_WHAT YOU HAVE TO DO_
Select all lines in the records that include "Fontaine".

[Stored items]
++++++

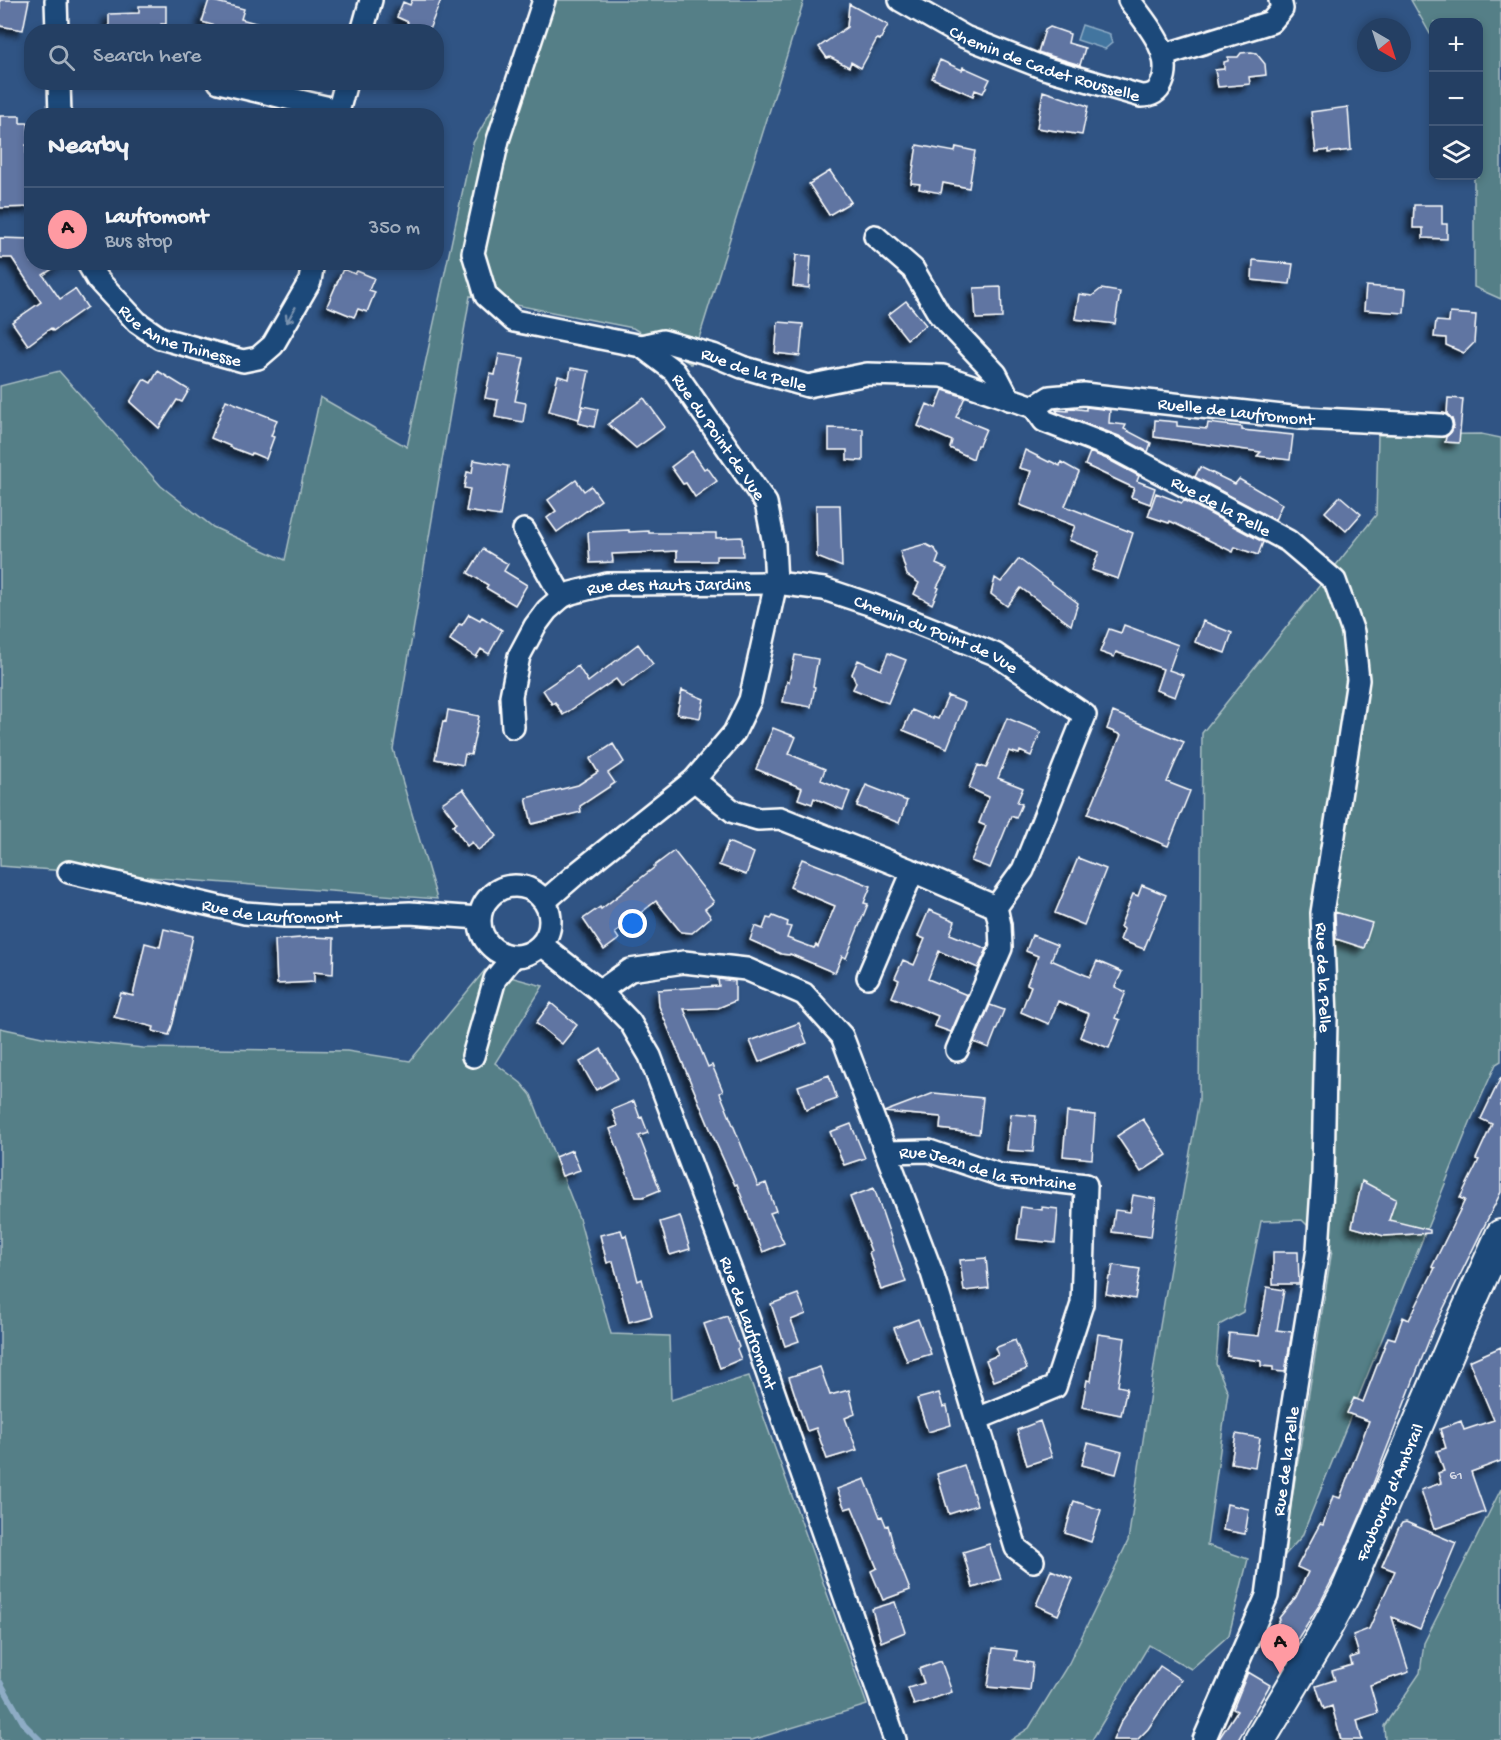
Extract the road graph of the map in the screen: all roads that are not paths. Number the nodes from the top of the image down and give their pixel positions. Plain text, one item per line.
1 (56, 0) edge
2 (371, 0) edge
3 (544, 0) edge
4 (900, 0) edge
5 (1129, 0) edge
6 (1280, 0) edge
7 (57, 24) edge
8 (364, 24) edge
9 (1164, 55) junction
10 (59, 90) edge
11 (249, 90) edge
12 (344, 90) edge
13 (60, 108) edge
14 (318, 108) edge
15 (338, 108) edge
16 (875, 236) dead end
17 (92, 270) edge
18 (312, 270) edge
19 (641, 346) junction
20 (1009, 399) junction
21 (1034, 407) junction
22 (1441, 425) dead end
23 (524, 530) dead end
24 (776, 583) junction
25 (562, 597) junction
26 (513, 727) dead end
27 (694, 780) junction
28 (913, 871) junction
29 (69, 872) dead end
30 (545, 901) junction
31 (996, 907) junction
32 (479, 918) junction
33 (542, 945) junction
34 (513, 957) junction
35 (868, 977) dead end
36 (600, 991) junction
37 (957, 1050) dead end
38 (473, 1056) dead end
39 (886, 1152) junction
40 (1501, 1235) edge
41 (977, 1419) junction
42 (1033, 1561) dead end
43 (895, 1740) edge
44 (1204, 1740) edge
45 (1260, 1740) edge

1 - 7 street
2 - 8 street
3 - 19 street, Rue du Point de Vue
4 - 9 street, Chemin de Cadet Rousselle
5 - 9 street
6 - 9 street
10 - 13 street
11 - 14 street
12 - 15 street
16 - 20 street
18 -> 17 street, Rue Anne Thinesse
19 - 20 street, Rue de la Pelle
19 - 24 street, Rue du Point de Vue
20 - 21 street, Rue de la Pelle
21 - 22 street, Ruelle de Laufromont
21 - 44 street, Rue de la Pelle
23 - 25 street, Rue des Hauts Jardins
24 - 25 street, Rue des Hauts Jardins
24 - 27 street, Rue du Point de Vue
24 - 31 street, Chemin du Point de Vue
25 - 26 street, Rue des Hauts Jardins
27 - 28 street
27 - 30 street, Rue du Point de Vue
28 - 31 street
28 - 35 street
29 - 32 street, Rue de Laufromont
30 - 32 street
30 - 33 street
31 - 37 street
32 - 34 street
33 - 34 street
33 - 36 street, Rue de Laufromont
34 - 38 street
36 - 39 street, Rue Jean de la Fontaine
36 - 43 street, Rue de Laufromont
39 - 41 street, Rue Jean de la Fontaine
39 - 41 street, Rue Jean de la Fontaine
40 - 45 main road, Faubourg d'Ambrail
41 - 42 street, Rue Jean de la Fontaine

++++++

_WRITTEN RESPONSE_
36 - 39 street, Rue Jean de la Fontaine
39 - 41 street, Rue Jean de la Fontaine
39 - 41 street, Rue Jean de la Fontaine
41 - 42 street, Rue Jean de la Fontaine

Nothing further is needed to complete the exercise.